In the shadow of Beppu, by the Seto sea
The city of Oita is located northeast of Kyushu Island in Beppu Bay. Despite being the capital of the prefecture of the same name, it's much less known than the neighboring city of Beppu. It is nevertheless a pleasant city, with an important past and which houses some architectural treasures.
The history of Oita
Oita, formerly known as Funai, was long controlled by the powerful Otomo clan and became the capital of Bungo province in the 16th century. Towards the middle of this century, the Otomo established commercial ties with the Portuguese who had landed in the ports of Kyushu.
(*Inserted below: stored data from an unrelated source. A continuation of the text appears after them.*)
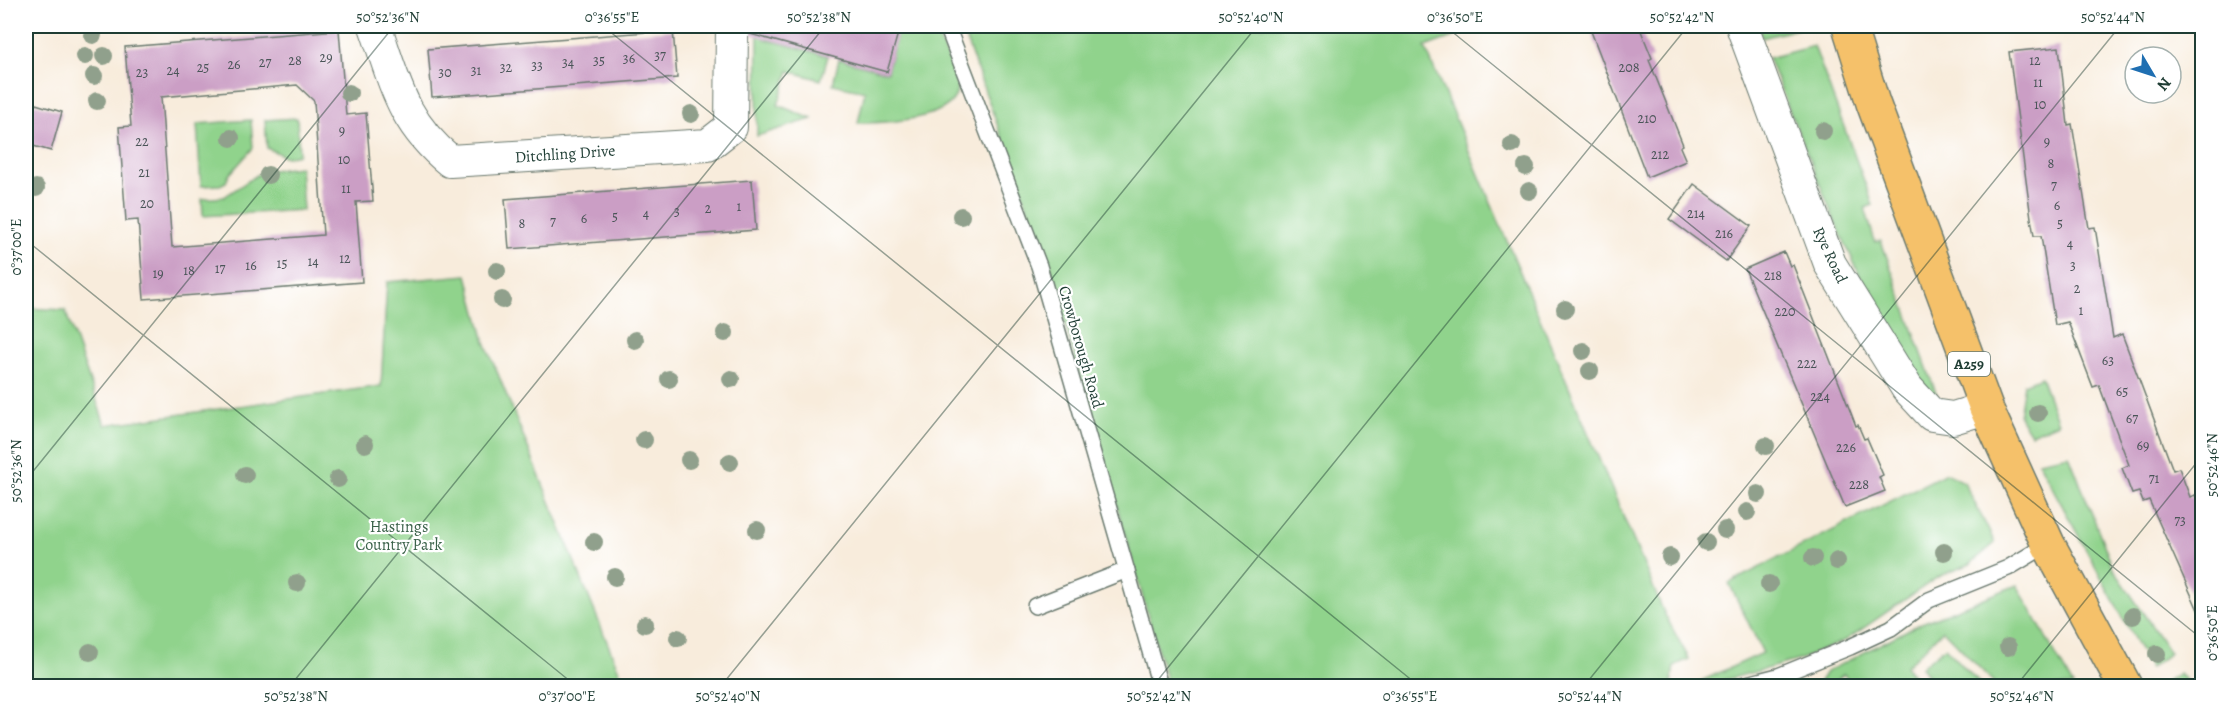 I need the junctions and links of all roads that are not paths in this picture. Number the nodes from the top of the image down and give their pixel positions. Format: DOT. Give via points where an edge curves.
graph roads {
  1 [pos="375,26"];
  2 [pos="732,26"];
  3 [pos="947,26"];
  4 [pos="1742,26"];
  5 [pos="1849,26"];
  6 [pos="1986,408"];
  7 [pos="2049,544"];
  8 [pos="1127,570"];
  9 [pos="1035,606"];
  10 [pos="1160,687"];
  11 [pos="1739,687"];
  12 [pos="2125,687"];
  1 -- 2 [label="street, Ditchling Drive" via="399,100 426,142 450,161 708,145 731,127"];
  3 -- 8 [label="lane, Crowborough Road" via="1039,266"];
  4 -- 6 [label="street, Rye Road" via="1830,264 1907,388 1932,415 1953,418"];
  5 -- 6 [label="highway, A259" via="1873,103"];
  6 -- 7 [label="highway, A259"];
  7 -- 11 [label="lane" via="2008,568 1929,600 1892,628 1778,676"];
  7 -- 12 [label="highway, A259"];
  8 -- 9 [label="lane"];
  8 -- 10 [label="lane, Crowborough Road"];
} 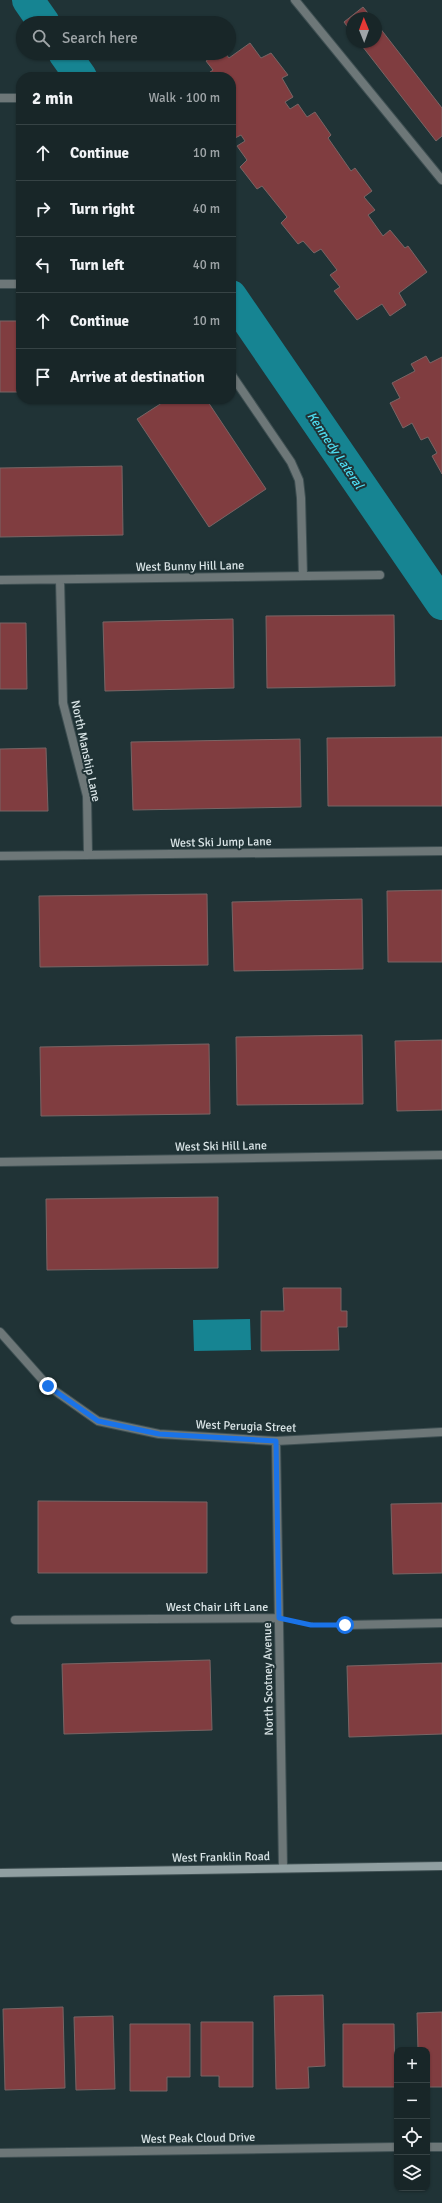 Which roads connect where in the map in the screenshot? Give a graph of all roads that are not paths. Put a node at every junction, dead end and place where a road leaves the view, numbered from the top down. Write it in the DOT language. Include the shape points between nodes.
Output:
graph roads {
  1 [pos="295,0"];
  2 [pos="0,98"];
  3 [pos="16,98"];
  4 [pos="442,180"];
  5 [pos="0,284"];
  6 [pos="16,284"];
  7 [pos="236,381"];
  8 [pos="380,575"];
  9 [pos="303,576"];
  10 [pos="0,580"];
  11 [pos="60,580"];
  12 [pos="442,851"];
  13 [pos="88,855"];
  14 [pos="0,856"];
  15 [pos="442,1155"];
  16 [pos="0,1162"];
  17 [pos="0,1332"];
  18 [pos="442,1432"];
  19 [pos="276,1441"];
  20 [pos="279,1618"];
  21 [pos="15,1620"];
  22 [pos="442,1623"];
  23 [pos="345,1625"];
  24 [pos="442,1866"];
  25 [pos="283,1868"];
  26 [pos="0,1872"];
  27 [pos="442,2146"];
  28 [pos="394,2147"];
  29 [pos="430,2147"];
  30 [pos="0,2153"];
  1 -- 4 [label="street"];
  2 -- 3 [label="street"];
  5 -- 6 [label="street"];
  7 -- 9 [label="street" via="291,462 299,480"];
  8 -- 9 [label="street, West Bunny Hill Lane"];
  9 -- 11 [label="street, West Bunny Hill Lane"];
  10 -- 11 [label="street, West Bunny Hill Lane"];
  11 -- 13 [label="street, North Manship Lane" via="63,703 86,796"];
  12 -- 13 [label="street, West Ski Jump Lane"];
  13 -- 14 [label="street, West Ski Jump Lane"];
  15 -- 16 [label="street, West Ski Hill Lane"];
  17 -- 19 [label="street, West Perugia Street" via="48,1386 98,1421 159,1434"];
  18 -- 19 [label="street, West Perugia Street"];
  19 -- 20 [label="street, North Scotney Avenue"];
  20 -- 21 [label="street, West Chair Lift Lane"];
  20 -- 25 [label="street, North Scotney Avenue"];
  22 -- 23 [label="street"];
  24 -- 25 [label="main road, West Franklin Road"];
  25 -- 26 [label="main road, West Franklin Road"];
  27 -- 29 [label="street"];
  28 -- 30 [label="street, West Peak Cloud Drive"];
}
The chief of the clan, Otomo Sorin, having met Saint Francis-Xavier, converted to Christianity in 1578, just under ten years before Toyotomi Hideyoshi promulgated the prohibition of Christianity and ordered the departure of all priests in 1587, the date coinciding with the death of Otomo Sorin.
These links are remembered in the city by the statues of Otomo Sorin and Saint Francis-Xavier, placed side by side just at the north exit of Oita station.
Historical sites in Oita not to be missed
Despite the size of the Otomo clan, only the ruins of Funai Castle (funai-jo) remain today. Funai-jo, which the clan built in 1597, was destroyed many times over the years, but the visit is still pleasant. We particularly recommend the sakura season, when the cherry blossoms of the castle park are reflected in its moat. The park is also home to a beautiful shinto shrine.
On the occasion of the 2019 Rugby World Cup™, the municipality had a replica of Funai-jo keep built using scaffolding, illuminated by more than 70,000 LED lamps at night. It's a magical show not to be missed if you are in the area in autumn 2019.
To the west of Oita, at the foot of the mountains, is the beautiful Yusuhara Hachimangu Shrine, founded in 827. The place exudes calm and serenity and offers a superb walk in nature. Centennial trees shelter the site and it's said that one of them, a camphor tree (kusunoki in Japanese) surrounded by a shimenawa (sacred rope) is over 3,000 years old!
Oita, city of art and architecture
Oita Prefectural Art Museum, opened in 2015, also known as OPAM, will delight architecture lovers. Directed by Shigeru Ban, one of Japan's greatest contemporary architects, it houses a permanent collection of works by regional artists as well as temporary exhibitions. Its open structure, where wood and glass dominate, allows passers-by to take a look inside.
The former Oita Prefectural Library Building, designed by another renowned architect, Arata Isozaki, a native of Oita, now houses the Art Plaza. Built in 1966, it's a concrete building that hosts exhibitions and various cultural events throughout the year.
On the architectural side, Oita stadium is also a fine example of the architectural wealth of the city. The Showa Denko Dome (formerly called the Oita Bank Dome) is also nicknamed Oita "Big Eye" Stadium because of its shape. It can accommodate 40,000 people. This is where some of the rugby matches of the 2019 World Cup will take place.
City walk and Oita specialties
In addition to the castle park, Oita has many parks and green spaces. And if it rains, covered shopping malls will keep you occupied. There are also plenty of restaurants and izakaya to visit in the evening, to sample some local specialties.
Oita's culinary specialties include horse mackerel and fugu sashimi, tuna steak, Bungo beef, soba (buckwheat noodles) and shiitake mushrooms. Like Beppu, the city is also famous for its steamed cooking (jigoku-mushi).
If you want to take home memories of Oita, the region is known for its bamboo items, sake and mugi shochu (wheat alcohol).
What to do near Oita
On the outskirts of Oita, towards Beppu, is Mount Takasaki (628m above sea level), home to about 1,500 Japanese macaque monkeys. Part of this nature reserve is a monkey park that's open to the public, and you can see the monkeys very closely.
The Umitamago ("sea egg") Aquarium is also not to be missed. Very close to Takasaki Monkey Park, this beautiful aquarium with original architecture is home to about 1,500 fish.
There are pools where you can touch the fish, including dolphins, glass floors from which you can admire marine creatures and of course, dolphins, seals and sea lions regularly put on shows.